Sequim looked to jump ahead just four minutes later when Eli Gish ripped a shot with the Patriot keeper out of the net, but Washington’s Darrick Dixon cleared the ball.
At 35 minutes, the Patriots scored on another counter attack, with David Baltazar breaking free and slipping a shot past Sequim keeper Navy Thomas-Brenske.
“It was a beautiful ball (to Baltazar) and then one-on-one … those are always tough,” Thomas-Brenske said.
The junior goalkeeper said there was little doubt in his mind the Wolves could and would come back in the playoff game, however.

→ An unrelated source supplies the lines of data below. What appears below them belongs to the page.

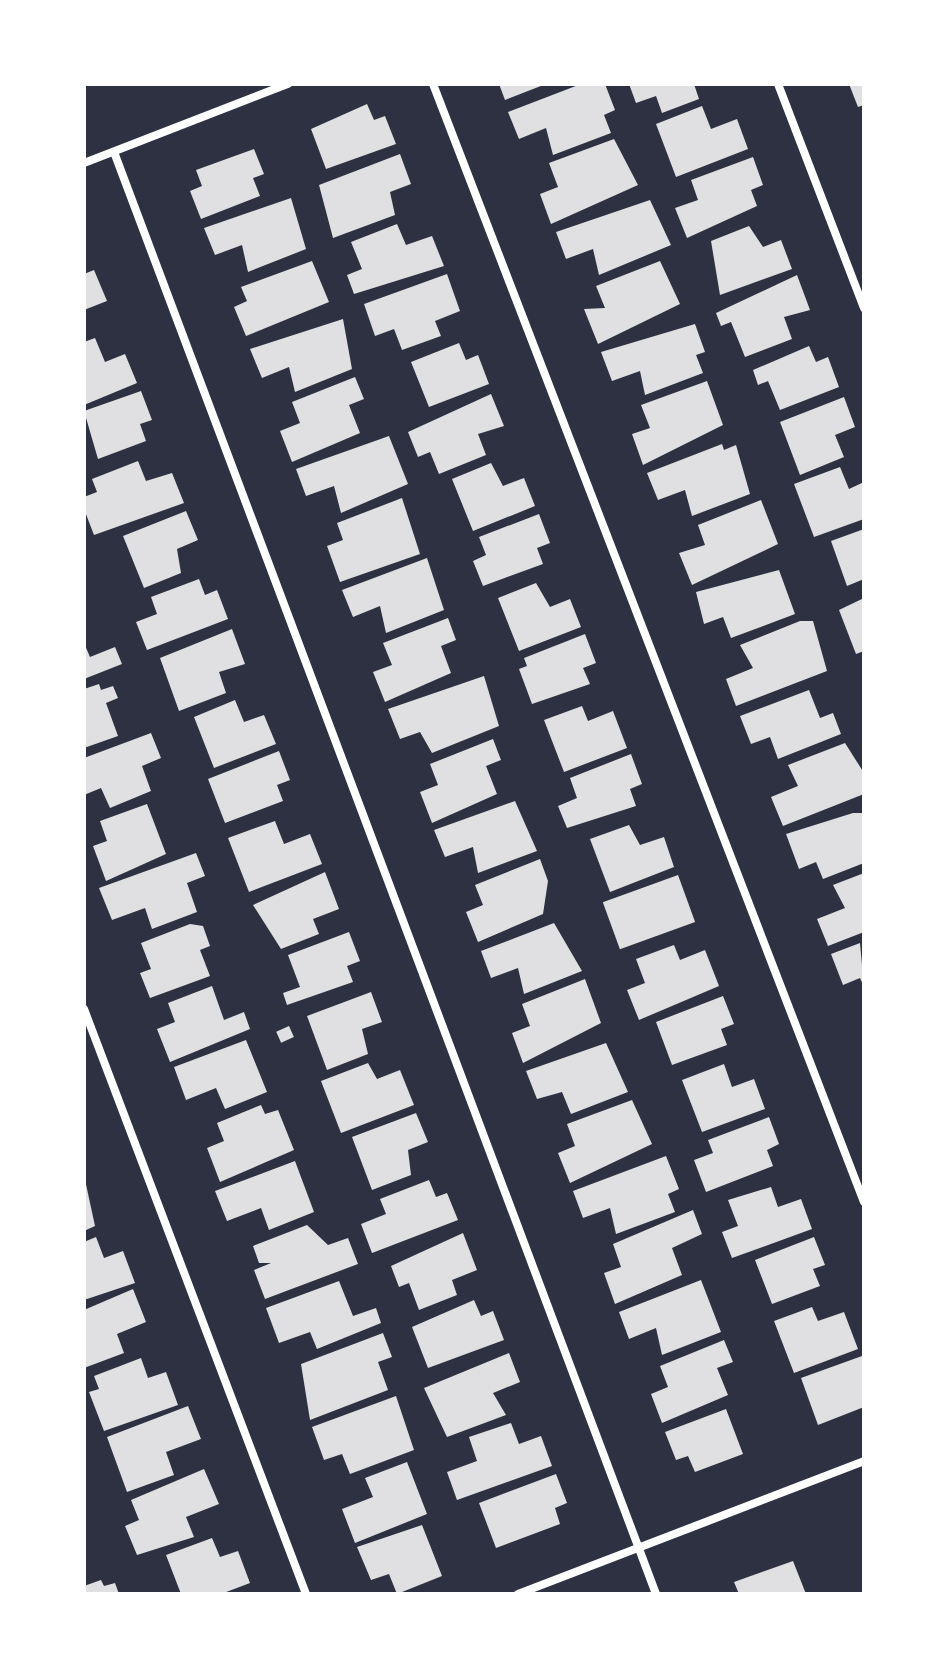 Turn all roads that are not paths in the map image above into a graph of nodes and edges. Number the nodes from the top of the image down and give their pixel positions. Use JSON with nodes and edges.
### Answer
{"nodes":[{"id":1,"x":288,"y":84,"type":"edge"},
{"id":2,"x":433,"y":84,"type":"edge"},
{"id":3,"x":778,"y":84,"type":"edge"},
{"id":4,"x":114,"y":152,"type":"junction"},
{"id":5,"x":84,"y":163,"type":"edge"},
{"id":6,"x":864,"y":308,"type":"edge"},
{"id":7,"x":84,"y":1009,"type":"edge"},
{"id":8,"x":864,"y":1202,"type":"edge"},
{"id":9,"x":864,"y":1461,"type":"edge"},
{"id":10,"x":638,"y":1546,"type":"junction"},
{"id":11,"x":306,"y":1594,"type":"edge"},
{"id":12,"x":518,"y":1594,"type":"edge"},
{"id":13,"x":656,"y":1594,"type":"edge"}],
"edges":[{"from":1,"to":4,"type":"street"},
{"from":2,"to":8,"type":"street"},
{"from":3,"to":6,"type":"street"},
{"from":4,"to":5,"type":"street"},
{"from":4,"to":10,"type":"street"},
{"from":7,"to":11,"type":"street"},
{"from":9,"to":10,"type":"street"},
{"from":10,"to":12,"type":"street"},
{"from":10,"to":13,"type":"street"}]}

“We respond so well (to being down); we play for each other,” Thomas-Brenske said.
Moments later, Weber overcame nearly getting tripped up by a Patriot defender to rip a left-footed blast from about 25 yards out for a score, knotting the game at 2-2.
“I saw the ball come out of the air, I took it on my chest and I had a little space,” Weber said. “The guy I had (defending me) committed a little bit, so I took my chance and cut in. I saw him on the ground and thought ‘Here goes nothing.’ I kind of curled it with my left foot into the upper 90. And that was probably the best high school goal I’ve ever scored.”

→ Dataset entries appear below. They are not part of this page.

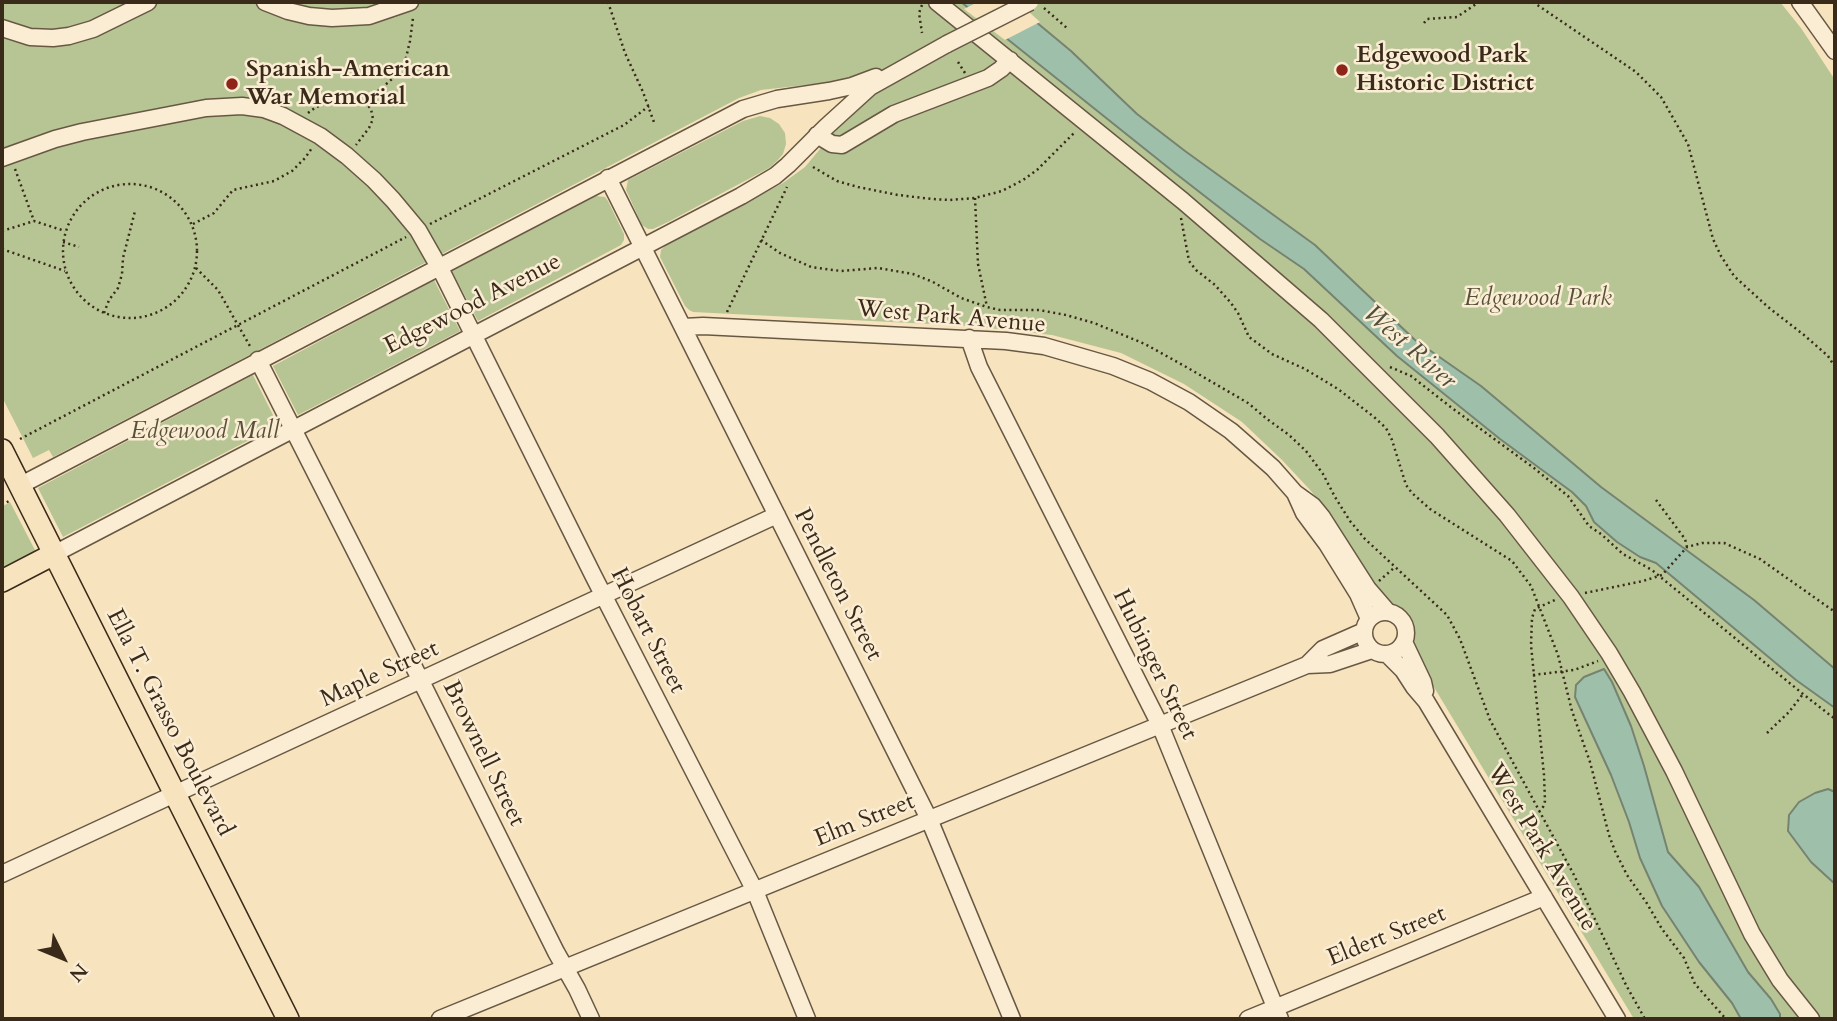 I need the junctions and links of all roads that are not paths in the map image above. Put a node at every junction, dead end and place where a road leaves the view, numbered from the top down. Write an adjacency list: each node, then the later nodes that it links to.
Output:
1 (148, 2): 7 (street)
2 (265, 2): 3 (street)
3 (409, 2)
4 (937, 2): 10 (street)
5 (1030, 2): 8 (street, Edgewood Avenue, bridge)
6 (1800, 2): 9 (street)
7 (2, 28)
8 (947, 44): 11 (street, Edgewood Avenue); 13 (street, Edgewood Avenue)
9 (1835, 51)
10 (1010, 60): 11 (street); 50 (street)
11 (817, 135): 14 (street, Edgewood Avenue)
12 (5, 157): 15 (street, Hobart Street)
13 (608, 178): 14 (street, Pendleton Street); 15 (street, Edgewood Avenue)
14 (643, 247): 16 (street, Pendleton Street); 17 (street, Edgewood Avenue)
15 (439, 266): 17 (street, Hobart Street); 19 (street, Edgewood Avenue)
16 (684, 327): 18 (street, West Park Avenue); 24 (street, Pendleton Street)
17 (473, 335): 20 (street, Edgewood Avenue); 27 (street, Hobart Street)
18 (969, 338): 23 (street, West Park Avenue); 35 (street, Hubinger Street)
19 (258, 360): 20 (street, Brownell Street); 22 (street, Edgewood Avenue)
20 (292, 429): 25 (street, Edgewood Avenue); 33 (street, Brownell Street)
21 (11, 444): 22 (main road, Ella T. Grasso Boulevard)
22 (11, 490): 25 (main road, Ella T. Grasso Boulevard)
23 (1295, 494): 28 (street, West Park Avenue); 29 (street, West Park Avenue)
24 (777, 515): 27 (street, Maple Street); 37 (street, Pendleton Street)
25 (54, 554): 26 (main road, Edgewood Avenue); 36 (main road, Ella T. Grasso Boulevard)
26 (2, 581)
27 (604, 596): 33 (street, Maple Street); 39 (street, Hobart Street)
28 (1387, 611): 29 (street); 30 (street)
29 (1367, 625): 31 (street); 32 (street, Elm Street)
30 (1404, 642): 31 (street); 34 (street, West Park Avenue)
31 (1380, 652): 32 (street, Elm Street); 34 (street, West Park Avenue)
32 (1307, 665): 35 (street, Elm Street)
33 (421, 681): 36 (street, Maple Street); 41 (street, Brownell Street)
34 (1426, 701): 40 (street, West Park Avenue)
35 (1160, 725): 37 (street, Elm Street); 42 (street, Hubinger Street)
36 (176, 794): 38 (street, Maple Street); 43 (main road, Ella T. Grasso Boulevard)
37 (929, 819): 39 (street, Elm Street); 47 (street, Pendleton Street)
38 (2, 874)
39 (755, 891): 41 (street, Elm Street); 46 (street, Hobart Street)
40 (1544, 897): 42 (street, Eldert Street); 49 (street, West Park Avenue)
41 (565, 968): 44 (street, Elm Street); 45 (street, Brownell Street)
42 (1278, 1014): 48 (street, Eldert Street)
43 (288, 1019)
44 (440, 1019)
45 (591, 1019)
46 (807, 1019)
47 (1012, 1019)
48 (1248, 1019)
49 (1617, 1019)
50 (1811, 1019)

In stoppage time, Sequim’s Mike McAleer chipped a pass to Tolberd, who then flicked a shot past the Washington keeper for a 3-2 Sequim lead.
“When we went down it hyped us up even more to press Washington,” Weber said. “(Washington) played pretty good, they were effective with their attacks and we responded nicely. We ended up with the lead at halftime even though we started down and went down again. That was really good for the team’s composure.”
The Wolves dominated much of the play in the second half, with Tolberd putting shots on goal at 45 and 49 minutes, McAleer a header at 55 minutes and Tanche a pair of shots (65 and 68 minutes) that just missed.
“We had a lot of chances, just couldn’t convert them,” Thomas-Brenske said.
Washington’s best opportunity to even the game came at 69 minutes when Rylan Ellis broke free on another Patriot counterattack. Thomas-Brenske broke from the goal and snagged Ellis’ shot in midair from close range to end the threat.
Sixty seconds later, Tanche clinched the game for the Wolves with a breakaway score.
Brasher said several Wolves stood out Tuesday night, particularly Gish, Tolberd and McAleer.
“We have to shore up some stuff defensively (but) it was a good opener for us,” Brasher said.
It was Sequim’s first home playoff game on Peninsula College’s Sigmar Field. The Wolves were able to utilize the synthetic-surfaced playing field required for district playoff games.
Peninsula Daily News reporter Michael Carman contributed to this report.